___ Input

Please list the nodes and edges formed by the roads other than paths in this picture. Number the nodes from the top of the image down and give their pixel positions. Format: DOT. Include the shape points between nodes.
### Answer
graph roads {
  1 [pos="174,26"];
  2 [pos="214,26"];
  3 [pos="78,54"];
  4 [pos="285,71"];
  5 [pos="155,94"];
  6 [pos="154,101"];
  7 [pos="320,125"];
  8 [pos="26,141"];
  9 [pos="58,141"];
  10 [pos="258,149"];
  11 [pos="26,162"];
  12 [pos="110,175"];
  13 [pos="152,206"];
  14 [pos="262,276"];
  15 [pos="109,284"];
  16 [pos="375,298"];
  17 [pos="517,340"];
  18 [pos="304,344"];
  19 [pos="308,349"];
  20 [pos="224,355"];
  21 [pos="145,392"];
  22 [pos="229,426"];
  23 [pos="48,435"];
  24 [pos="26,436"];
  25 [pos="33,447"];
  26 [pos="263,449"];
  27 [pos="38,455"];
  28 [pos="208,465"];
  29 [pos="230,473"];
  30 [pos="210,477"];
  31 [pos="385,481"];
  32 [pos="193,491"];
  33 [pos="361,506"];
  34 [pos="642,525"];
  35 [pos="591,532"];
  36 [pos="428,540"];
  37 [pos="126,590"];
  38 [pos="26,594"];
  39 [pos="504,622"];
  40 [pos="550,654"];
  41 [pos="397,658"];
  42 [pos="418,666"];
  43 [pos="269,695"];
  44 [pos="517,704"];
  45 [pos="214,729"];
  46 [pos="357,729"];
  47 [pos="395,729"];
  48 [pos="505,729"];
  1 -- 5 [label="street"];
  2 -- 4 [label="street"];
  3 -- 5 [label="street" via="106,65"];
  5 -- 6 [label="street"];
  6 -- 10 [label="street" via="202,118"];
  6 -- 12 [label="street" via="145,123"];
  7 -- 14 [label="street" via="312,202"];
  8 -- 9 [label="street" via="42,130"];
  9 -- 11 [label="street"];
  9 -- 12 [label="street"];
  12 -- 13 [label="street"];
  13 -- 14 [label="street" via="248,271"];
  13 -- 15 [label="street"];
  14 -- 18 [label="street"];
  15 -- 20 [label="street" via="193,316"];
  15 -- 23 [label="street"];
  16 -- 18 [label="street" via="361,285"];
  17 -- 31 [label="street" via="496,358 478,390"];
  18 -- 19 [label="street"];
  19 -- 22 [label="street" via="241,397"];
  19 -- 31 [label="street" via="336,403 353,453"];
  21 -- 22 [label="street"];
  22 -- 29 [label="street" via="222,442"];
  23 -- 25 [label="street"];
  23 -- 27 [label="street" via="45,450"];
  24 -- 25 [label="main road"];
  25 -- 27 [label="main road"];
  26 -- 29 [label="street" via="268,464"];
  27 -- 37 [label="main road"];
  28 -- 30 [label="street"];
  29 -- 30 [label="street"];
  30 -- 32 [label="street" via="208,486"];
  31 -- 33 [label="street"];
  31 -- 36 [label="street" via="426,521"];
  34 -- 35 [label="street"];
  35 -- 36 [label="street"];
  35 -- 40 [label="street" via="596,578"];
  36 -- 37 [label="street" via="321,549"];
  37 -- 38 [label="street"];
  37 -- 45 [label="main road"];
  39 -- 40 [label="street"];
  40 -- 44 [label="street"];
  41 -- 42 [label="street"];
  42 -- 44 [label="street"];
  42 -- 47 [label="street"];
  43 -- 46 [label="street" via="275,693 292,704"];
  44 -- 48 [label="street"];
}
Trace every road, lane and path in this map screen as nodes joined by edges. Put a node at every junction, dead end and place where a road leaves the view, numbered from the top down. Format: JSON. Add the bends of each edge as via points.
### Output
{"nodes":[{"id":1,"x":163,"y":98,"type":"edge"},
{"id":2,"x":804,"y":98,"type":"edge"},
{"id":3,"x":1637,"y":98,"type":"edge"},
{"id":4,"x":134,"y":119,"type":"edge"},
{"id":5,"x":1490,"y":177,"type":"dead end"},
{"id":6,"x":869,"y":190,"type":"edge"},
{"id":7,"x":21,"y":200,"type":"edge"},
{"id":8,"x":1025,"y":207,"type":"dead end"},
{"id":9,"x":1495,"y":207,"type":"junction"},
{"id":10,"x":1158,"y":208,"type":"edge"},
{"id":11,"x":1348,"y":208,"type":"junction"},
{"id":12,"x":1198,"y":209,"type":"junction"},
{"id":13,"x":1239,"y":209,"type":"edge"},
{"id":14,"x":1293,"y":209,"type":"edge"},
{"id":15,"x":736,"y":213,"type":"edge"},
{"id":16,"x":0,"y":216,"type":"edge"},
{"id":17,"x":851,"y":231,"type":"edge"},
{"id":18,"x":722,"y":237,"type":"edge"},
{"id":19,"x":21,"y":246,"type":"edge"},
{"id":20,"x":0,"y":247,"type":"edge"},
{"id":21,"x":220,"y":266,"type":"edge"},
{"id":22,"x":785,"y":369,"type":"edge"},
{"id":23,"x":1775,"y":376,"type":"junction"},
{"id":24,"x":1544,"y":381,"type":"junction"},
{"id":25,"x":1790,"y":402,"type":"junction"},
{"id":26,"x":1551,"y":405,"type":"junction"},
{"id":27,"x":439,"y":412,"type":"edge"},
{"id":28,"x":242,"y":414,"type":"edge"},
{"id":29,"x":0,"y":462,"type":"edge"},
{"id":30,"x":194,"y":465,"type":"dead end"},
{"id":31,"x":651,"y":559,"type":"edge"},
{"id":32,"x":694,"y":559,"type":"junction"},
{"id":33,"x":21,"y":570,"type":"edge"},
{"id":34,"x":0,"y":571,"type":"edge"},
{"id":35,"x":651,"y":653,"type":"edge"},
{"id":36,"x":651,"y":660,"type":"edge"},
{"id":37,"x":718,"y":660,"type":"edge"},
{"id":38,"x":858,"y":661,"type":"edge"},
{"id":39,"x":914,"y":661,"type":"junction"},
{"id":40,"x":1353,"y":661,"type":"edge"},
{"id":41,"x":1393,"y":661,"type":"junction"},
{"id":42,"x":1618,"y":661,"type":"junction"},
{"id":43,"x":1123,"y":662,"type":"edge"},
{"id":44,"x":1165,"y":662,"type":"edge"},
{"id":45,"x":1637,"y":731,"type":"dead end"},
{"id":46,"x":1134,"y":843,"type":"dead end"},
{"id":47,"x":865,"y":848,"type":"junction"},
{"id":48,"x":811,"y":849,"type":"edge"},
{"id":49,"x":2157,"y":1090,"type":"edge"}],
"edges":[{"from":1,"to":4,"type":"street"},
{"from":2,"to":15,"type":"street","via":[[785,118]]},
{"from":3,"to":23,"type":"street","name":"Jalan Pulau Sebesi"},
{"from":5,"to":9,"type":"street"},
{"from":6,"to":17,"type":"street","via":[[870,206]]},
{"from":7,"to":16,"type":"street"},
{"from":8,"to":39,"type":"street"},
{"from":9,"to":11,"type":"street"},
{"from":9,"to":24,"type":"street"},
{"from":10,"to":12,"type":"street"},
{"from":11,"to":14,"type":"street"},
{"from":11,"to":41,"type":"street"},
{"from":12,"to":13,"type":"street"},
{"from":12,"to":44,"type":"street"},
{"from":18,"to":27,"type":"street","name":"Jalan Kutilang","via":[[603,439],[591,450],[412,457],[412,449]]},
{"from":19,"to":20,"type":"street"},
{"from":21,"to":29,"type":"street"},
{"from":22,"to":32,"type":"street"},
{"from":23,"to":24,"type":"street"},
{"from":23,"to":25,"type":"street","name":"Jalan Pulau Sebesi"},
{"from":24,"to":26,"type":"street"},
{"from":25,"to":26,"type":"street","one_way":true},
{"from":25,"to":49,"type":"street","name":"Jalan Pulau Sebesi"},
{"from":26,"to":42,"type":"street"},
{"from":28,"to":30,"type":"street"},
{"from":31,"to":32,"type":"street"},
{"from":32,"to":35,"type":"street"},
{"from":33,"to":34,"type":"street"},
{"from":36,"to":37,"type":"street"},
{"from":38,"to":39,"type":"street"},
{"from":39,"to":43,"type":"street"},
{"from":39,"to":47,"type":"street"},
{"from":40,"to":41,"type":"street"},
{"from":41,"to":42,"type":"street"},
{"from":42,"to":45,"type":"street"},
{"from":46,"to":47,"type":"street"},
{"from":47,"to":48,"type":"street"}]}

______

• [To do]
Lines above with "Format": state how many, nothing more.

• [Exercise answer]
2